> [Description of the task]:
Give back the records that follow exactly, images excluded.

> [Information shown]:
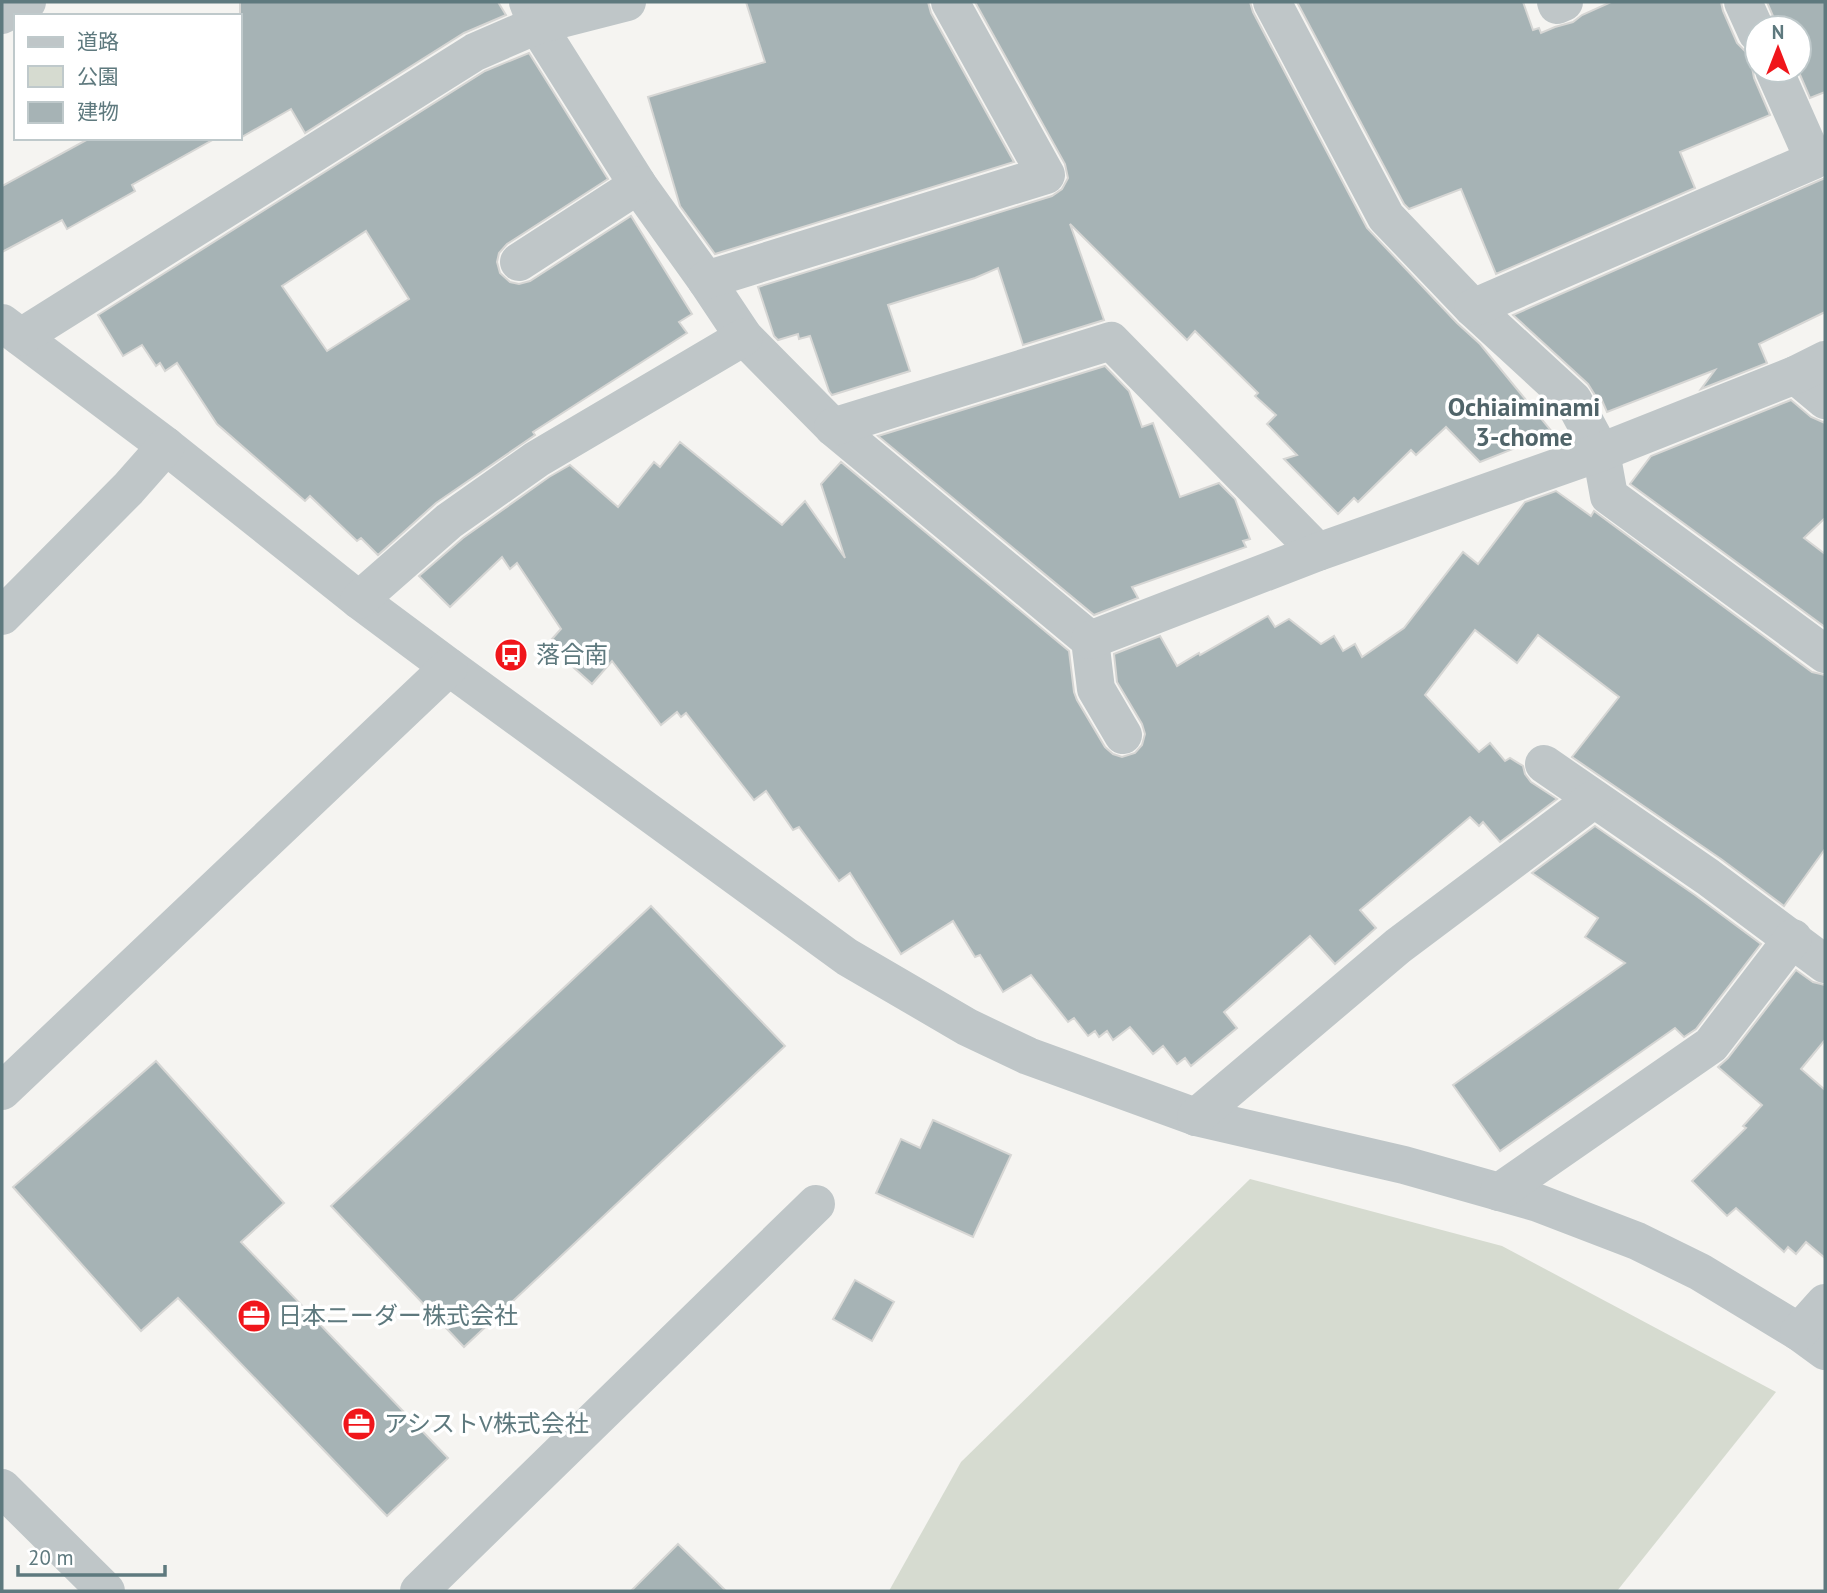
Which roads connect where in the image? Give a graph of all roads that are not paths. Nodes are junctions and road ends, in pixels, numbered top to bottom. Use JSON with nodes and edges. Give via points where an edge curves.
{"nodes":[{"id":1,"x":27,"y":2,"type":"edge"},
{"id":2,"x":626,"y":2,"type":"edge"},
{"id":3,"x":950,"y":2,"type":"edge"},
{"id":4,"x":1272,"y":2,"type":"edge"},
{"id":5,"x":1556,"y":2,"type":"edge"},
{"id":6,"x":1564,"y":2,"type":"edge"},
{"id":7,"x":532,"y":13,"type":"edge"},
{"id":8,"x":2,"y":15,"type":"edge"},
{"id":9,"x":1780,"y":84,"type":"edge"},
{"id":10,"x":638,"y":185,"type":"junction"},
{"id":11,"x":519,"y":262,"type":"dead end"},
{"id":12,"x":706,"y":280,"type":"junction"},
{"id":13,"x":1473,"y":308,"type":"junction"},
{"id":14,"x":12,"y":330,"type":"edge"},
{"id":15,"x":744,"y":337,"type":"junction"},
{"id":16,"x":1810,"y":367,"type":"edge"},
{"id":17,"x":1825,"y":400,"type":"edge"},
{"id":18,"x":833,"y":427,"type":"junction"},
{"id":19,"x":166,"y":446,"type":"junction"},
{"id":20,"x":1601,"y":452,"type":"junction"},
{"id":21,"x":1318,"y":552,"type":"junction"},
{"id":22,"x":359,"y":600,"type":"junction"},
{"id":23,"x":2,"y":617,"type":"edge"},
{"id":24,"x":1090,"y":640,"type":"junction"},
{"id":25,"x":1825,"y":654,"type":"edge"},
{"id":26,"x":449,"y":667,"type":"junction"},
{"id":27,"x":1123,"y":735,"type":"dead end"},
{"id":28,"x":1544,"y":764,"type":"dead end"},
{"id":29,"x":1594,"y":799,"type":"junction"},
{"id":30,"x":1793,"y":938,"type":"junction"},
{"id":31,"x":1825,"y":964,"type":"edge"},
{"id":32,"x":2,"y":1091,"type":"edge"},
{"id":33,"x":1196,"y":1117,"type":"junction"},
{"id":34,"x":1499,"y":1192,"type":"junction"},
{"id":35,"x":816,"y":1204,"type":"dead end"},
{"id":36,"x":1825,"y":1303,"type":"edge"},
{"id":37,"x":1812,"y":1342,"type":"edge"},
{"id":38,"x":2,"y":1488,"type":"edge"},
{"id":39,"x":106,"y":1591,"type":"edge"},
{"id":40,"x":419,"y":1591,"type":"edge"}],
"edges":[{"from":1,"to":8,"type":"street"},
{"from":2,"to":7,"type":"street"},
{"from":3,"to":12,"type":"street","via":[[1046,175]]},
{"from":4,"to":13,"type":"street","via":[[1386,217]]},
{"from":5,"to":6,"type":"street"},
{"from":7,"to":10,"type":"street"},
{"from":7,"to":14,"type":"street","via":[[475,52]]},
{"from":9,"to":13,"type":"street","via":[[1814,160]]},
{"from":10,"to":11,"type":"street"},
{"from":10,"to":12,"type":"street"},
{"from":12,"to":15,"type":"street"},
{"from":13,"to":20,"type":"street","via":[[1573,400]]},
{"from":14,"to":19,"type":"street"},
{"from":15,"to":18,"type":"street"},
{"from":15,"to":22,"type":"street","via":[[537,459],[449,522]]},
{"from":16,"to":17,"type":"street"},
{"from":16,"to":20,"type":"street"},
{"from":18,"to":21,"type":"street","via":[[1111,341]]},
{"from":18,"to":24,"type":"street"},
{"from":19,"to":22,"type":"street"},
{"from":19,"to":23,"type":"street"},
{"from":20,"to":21,"type":"street"},
{"from":20,"to":25,"type":"street","via":[[1609,496]]},
{"from":21,"to":24,"type":"street"},
{"from":22,"to":26,"type":"street"},
{"from":24,"to":27,"type":"street","via":[[1096,688]]},
{"from":26,"to":32,"type":"street"},
{"from":26,"to":33,"type":"street","via":[[847,957],[967,1027],[1028,1056]]},
{"from":28,"to":29,"type":"street"},
{"from":29,"to":30,"type":"street"},
{"from":29,"to":33,"type":"street","via":[[1398,946]]},
{"from":30,"to":31,"type":"street"},
{"from":30,"to":34,"type":"street","via":[[1711,1045]]},
{"from":33,"to":34,"type":"street","via":[[1404,1164]]},
{"from":34,"to":37,"type":"street","via":[[1637,1241],[1700,1272]]},
{"from":35,"to":40,"type":"street"},
{"from":36,"to":37,"type":"street"},
{"from":38,"to":39,"type":"street"}]}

> [Solution for this task]:
Which roads connect where in the image? Give a graph of all roads that are not paths. Nodes are junctions and road ends, in pixels, numbered top to bottom. Use JSON with nodes and edges. Give via points where an edge curves.
{"nodes":[{"id":1,"x":27,"y":2,"type":"edge"},
{"id":2,"x":626,"y":2,"type":"edge"},
{"id":3,"x":950,"y":2,"type":"edge"},
{"id":4,"x":1272,"y":2,"type":"edge"},
{"id":5,"x":1556,"y":2,"type":"edge"},
{"id":6,"x":1564,"y":2,"type":"edge"},
{"id":7,"x":532,"y":13,"type":"edge"},
{"id":8,"x":2,"y":15,"type":"edge"},
{"id":9,"x":1780,"y":84,"type":"edge"},
{"id":10,"x":638,"y":185,"type":"junction"},
{"id":11,"x":519,"y":262,"type":"dead end"},
{"id":12,"x":706,"y":280,"type":"junction"},
{"id":13,"x":1473,"y":308,"type":"junction"},
{"id":14,"x":12,"y":330,"type":"edge"},
{"id":15,"x":744,"y":337,"type":"junction"},
{"id":16,"x":1810,"y":367,"type":"edge"},
{"id":17,"x":1825,"y":400,"type":"edge"},
{"id":18,"x":833,"y":427,"type":"junction"},
{"id":19,"x":166,"y":446,"type":"junction"},
{"id":20,"x":1601,"y":452,"type":"junction"},
{"id":21,"x":1318,"y":552,"type":"junction"},
{"id":22,"x":359,"y":600,"type":"junction"},
{"id":23,"x":2,"y":617,"type":"edge"},
{"id":24,"x":1090,"y":640,"type":"junction"},
{"id":25,"x":1825,"y":654,"type":"edge"},
{"id":26,"x":449,"y":667,"type":"junction"},
{"id":27,"x":1123,"y":735,"type":"dead end"},
{"id":28,"x":1544,"y":764,"type":"dead end"},
{"id":29,"x":1594,"y":799,"type":"junction"},
{"id":30,"x":1793,"y":938,"type":"junction"},
{"id":31,"x":1825,"y":964,"type":"edge"},
{"id":32,"x":2,"y":1091,"type":"edge"},
{"id":33,"x":1196,"y":1117,"type":"junction"},
{"id":34,"x":1499,"y":1192,"type":"junction"},
{"id":35,"x":816,"y":1204,"type":"dead end"},
{"id":36,"x":1825,"y":1303,"type":"edge"},
{"id":37,"x":1812,"y":1342,"type":"edge"},
{"id":38,"x":2,"y":1488,"type":"edge"},
{"id":39,"x":106,"y":1591,"type":"edge"},
{"id":40,"x":419,"y":1591,"type":"edge"}],
"edges":[{"from":1,"to":8,"type":"street"},
{"from":2,"to":7,"type":"street"},
{"from":3,"to":12,"type":"street","via":[[1046,175]]},
{"from":4,"to":13,"type":"street","via":[[1386,217]]},
{"from":5,"to":6,"type":"street"},
{"from":7,"to":10,"type":"street"},
{"from":7,"to":14,"type":"street","via":[[475,52]]},
{"from":9,"to":13,"type":"street","via":[[1814,160]]},
{"from":10,"to":11,"type":"street"},
{"from":10,"to":12,"type":"street"},
{"from":12,"to":15,"type":"street"},
{"from":13,"to":20,"type":"street","via":[[1573,400]]},
{"from":14,"to":19,"type":"street"},
{"from":15,"to":18,"type":"street"},
{"from":15,"to":22,"type":"street","via":[[537,459],[449,522]]},
{"from":16,"to":17,"type":"street"},
{"from":16,"to":20,"type":"street"},
{"from":18,"to":21,"type":"street","via":[[1111,341]]},
{"from":18,"to":24,"type":"street"},
{"from":19,"to":22,"type":"street"},
{"from":19,"to":23,"type":"street"},
{"from":20,"to":21,"type":"street"},
{"from":20,"to":25,"type":"street","via":[[1609,496]]},
{"from":21,"to":24,"type":"street"},
{"from":22,"to":26,"type":"street"},
{"from":24,"to":27,"type":"street","via":[[1096,688]]},
{"from":26,"to":32,"type":"street"},
{"from":26,"to":33,"type":"street","via":[[847,957],[967,1027],[1028,1056]]},
{"from":28,"to":29,"type":"street"},
{"from":29,"to":30,"type":"street"},
{"from":29,"to":33,"type":"street","via":[[1398,946]]},
{"from":30,"to":31,"type":"street"},
{"from":30,"to":34,"type":"street","via":[[1711,1045]]},
{"from":33,"to":34,"type":"street","via":[[1404,1164]]},
{"from":34,"to":37,"type":"street","via":[[1637,1241],[1700,1272]]},
{"from":35,"to":40,"type":"street"},
{"from":36,"to":37,"type":"street"},
{"from":38,"to":39,"type":"street"}]}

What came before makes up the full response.